Julie a 17 ans et deux sœurs.
Anissa a 17 ans et sept frères et sœurs.
Dunya a 17 ans, deux frères et deux sœurs.
Shym a 18 ans, trois frères et deux sœur.
Toutes s’identifient comme des jeunes filles. Ni «femmes », ni « jeunes », ni « filles », ni « ados », ni «jeunes femmes »… Le terme « jeunes filles » est celui qui, selon elles, les définit le mieux.
La discussion démarre sur une question sensible : qu’est-ce qui différencie filles et garçons?
« Le sexe » lance Julie, hilare. Anissa rétorque, sérieuse : « Ils ont plus de libertés que nous ». « Oui, ils sont plus libres », approuvent les trois autres.
Comment vivent-elles cette inégalité ? Dunya affirme que ça lui est égal. Mais Julie précise : « C’est parce qu’elle a elle-même beaucoup de liberté ! ». Dunya rigole. Anissa, elle, trouve que ce n’est pas toujours si facile que ça à accepter.

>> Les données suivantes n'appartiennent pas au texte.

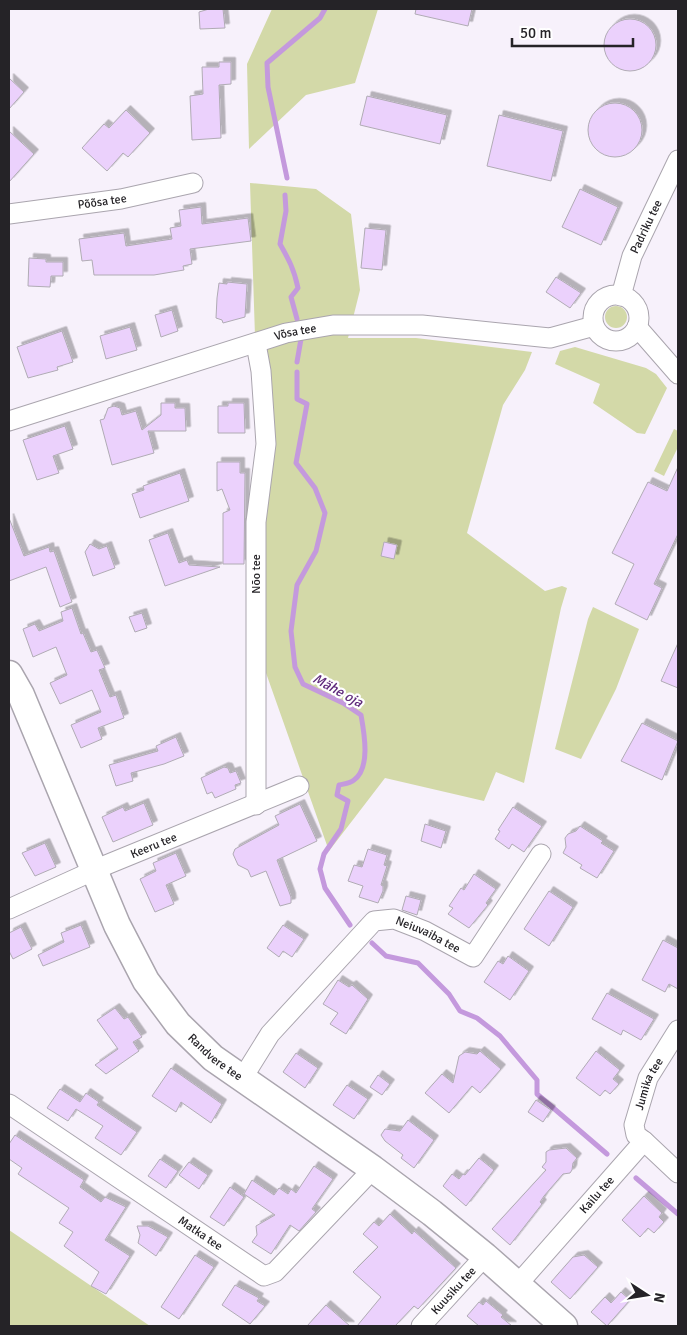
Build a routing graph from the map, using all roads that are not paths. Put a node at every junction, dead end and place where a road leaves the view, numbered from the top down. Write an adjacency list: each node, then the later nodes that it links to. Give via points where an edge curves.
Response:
1 (678, 160): 4 (street, Padriku tee, via 632,256)
2 (193, 183): 3 (street, Põõsa tee, via 121,199)
3 (9, 214)
4 (621, 296): 5 (street, via 610,296 599,302 593,313); 6 (street, via 634,304 639,320)
5 (594, 326): 6 (street, via 602,337 615,342 628,338); 7 (street, Võsa tee, via 550,338 450,326 333,325 286,333)
6 (637, 327): 8 (street)
7 (256, 344): 9 (street, Võsa tee); 12 (street, Nõo tee, via 266,444 256,522)
8 (678, 374)
9 (9, 421)
10 (9, 674): 14 (main road, Randvere tee, via 21,695)
11 (299, 786): 12 (street, Keeru tee)
12 (256, 805): 14 (street, Keeru tee)
13 (541, 854): 17 (street, Neiuvaiba tee, via 473,957 425,931 394,919 374,921 270,1034)
14 (94, 872): 15 (street, Keeru tee); 17 (main road, Randvere tee, via 146,981 178,1024 213,1058)
15 (9, 909)
16 (678, 1030): 19 (street, Jumika tee, via 648,1078 634,1125 636,1135)
17 (242, 1079): 20 (main road, Randvere tee)
18 (9, 1104): 20 (street, Matka tee, via 264,1276 275,1272)
19 (644, 1141): 21 (street); 23 (street, Kailu tee)
20 (373, 1169): 22 (main road, Randvere tee)
21 (678, 1172)
22 (486, 1256): 23 (main road, Randvere tee); 24 (street, Kuusiku tee)
23 (518, 1284): 25 (main road, Randvere tee)
24 (421, 1326)
25 (564, 1326)

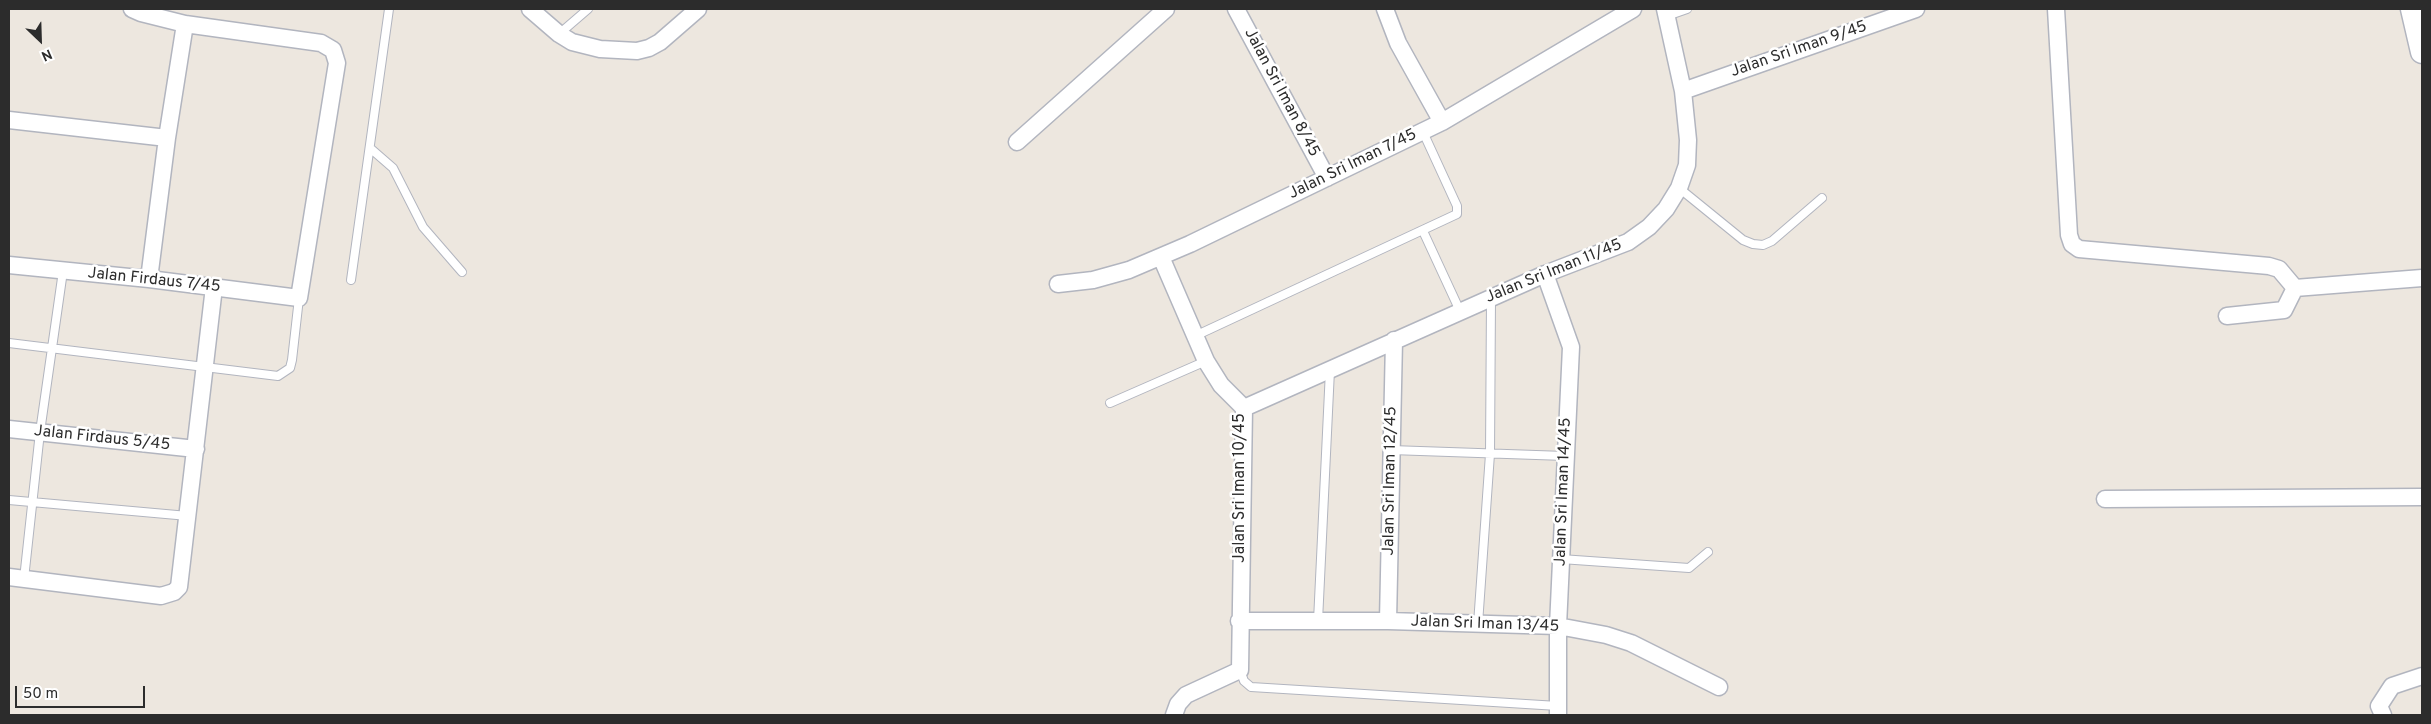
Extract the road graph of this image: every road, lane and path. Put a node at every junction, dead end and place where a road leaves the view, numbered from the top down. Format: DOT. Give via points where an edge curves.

Mais cette différence affecte surtout la vie familiale. Ce sont les frères qui sont concernés quand elles disent « ils sont plus libres ».
Tous les garçons et les filles…
Et l’amitié filles-garçons ? Comment ça se passe ?

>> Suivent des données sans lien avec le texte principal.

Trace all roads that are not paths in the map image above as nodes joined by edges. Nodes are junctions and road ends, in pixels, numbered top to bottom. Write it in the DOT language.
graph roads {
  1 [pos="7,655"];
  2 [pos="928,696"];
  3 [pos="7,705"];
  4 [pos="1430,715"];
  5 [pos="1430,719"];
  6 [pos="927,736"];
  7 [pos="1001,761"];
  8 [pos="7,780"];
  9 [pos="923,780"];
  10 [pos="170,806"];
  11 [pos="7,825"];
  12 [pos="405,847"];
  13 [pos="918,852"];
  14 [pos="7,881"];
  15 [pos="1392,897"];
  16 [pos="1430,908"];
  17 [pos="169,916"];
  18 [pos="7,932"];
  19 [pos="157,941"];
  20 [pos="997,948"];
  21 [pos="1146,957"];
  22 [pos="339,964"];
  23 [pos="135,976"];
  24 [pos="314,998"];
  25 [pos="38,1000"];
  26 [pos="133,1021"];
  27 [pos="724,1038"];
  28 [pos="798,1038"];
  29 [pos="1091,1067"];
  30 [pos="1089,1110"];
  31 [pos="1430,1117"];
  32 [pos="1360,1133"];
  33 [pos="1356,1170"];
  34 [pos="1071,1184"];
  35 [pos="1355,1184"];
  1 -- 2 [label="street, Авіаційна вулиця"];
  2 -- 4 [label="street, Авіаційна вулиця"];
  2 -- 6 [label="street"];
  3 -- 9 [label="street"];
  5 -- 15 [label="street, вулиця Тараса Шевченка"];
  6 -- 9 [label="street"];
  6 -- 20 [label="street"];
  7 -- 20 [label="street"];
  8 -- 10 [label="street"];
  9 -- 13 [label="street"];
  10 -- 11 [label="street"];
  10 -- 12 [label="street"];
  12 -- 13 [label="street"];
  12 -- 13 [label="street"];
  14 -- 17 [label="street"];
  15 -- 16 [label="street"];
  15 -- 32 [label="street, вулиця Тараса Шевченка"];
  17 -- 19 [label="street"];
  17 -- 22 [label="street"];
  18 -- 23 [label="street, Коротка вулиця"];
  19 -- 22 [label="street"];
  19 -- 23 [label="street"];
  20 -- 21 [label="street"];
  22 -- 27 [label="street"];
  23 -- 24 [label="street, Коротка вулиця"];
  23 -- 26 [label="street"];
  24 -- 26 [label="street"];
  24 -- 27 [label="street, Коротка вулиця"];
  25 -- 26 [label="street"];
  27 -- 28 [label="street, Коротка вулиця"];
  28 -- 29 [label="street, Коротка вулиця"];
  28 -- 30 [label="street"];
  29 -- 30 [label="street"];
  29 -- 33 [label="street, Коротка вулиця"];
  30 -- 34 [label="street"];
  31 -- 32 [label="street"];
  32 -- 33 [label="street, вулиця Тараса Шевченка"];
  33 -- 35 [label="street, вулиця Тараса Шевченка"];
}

« Bien » affirment-elles, en cœur. Selon elles, pas de ségrégation filles-garçons, ni dans les cours de récré, ni dans les rues du quartier.
« Ça dépend des moments », intervient Julie. « Parfois, on a envie d’être entre filles, et eux entre garçons, c’est normal. Mais on est ensemble très souvent ».
« Les relations avec eux se passent bien, la plupart du temps. Il suffit d’être ouverte à la discussion » dit Shym. Et d’ajouter : « Bien sûr, parfois, ils nous provoquent un peu, en faisant des réflexions liées à la féminité, au corps ». Elle n’ose pas donner d’exemple, mais quand je lance : « Que disent-ils ? T’as un beau cul ? Ce genre de trucs ? », elle rougit légèrement et toutes les quatre en cœur répondent en riant : « Oui, voilà, ce genre de trucs. C’est pas méchant. » Shym explique que ce type de réflexions la fait rire et ne la met pas mal à l’aise, pour autant qu’elles viennent de garçons qu’elle fréquente quotidiennement.
Les relations de confiance, les confidences sont-elles possibles avec un garçon autant qu’avec une fille ? Pour Julie, c’est plutôt oui, mais ça dépend avant tout du garçon. « Certains s’en foutent et ne nous calculent pas, alors que d’autres nous écoutent et se comportent vraiment en amis ». Shym intervient : « C’est pareil pour les filles, ça dépend de la personne… »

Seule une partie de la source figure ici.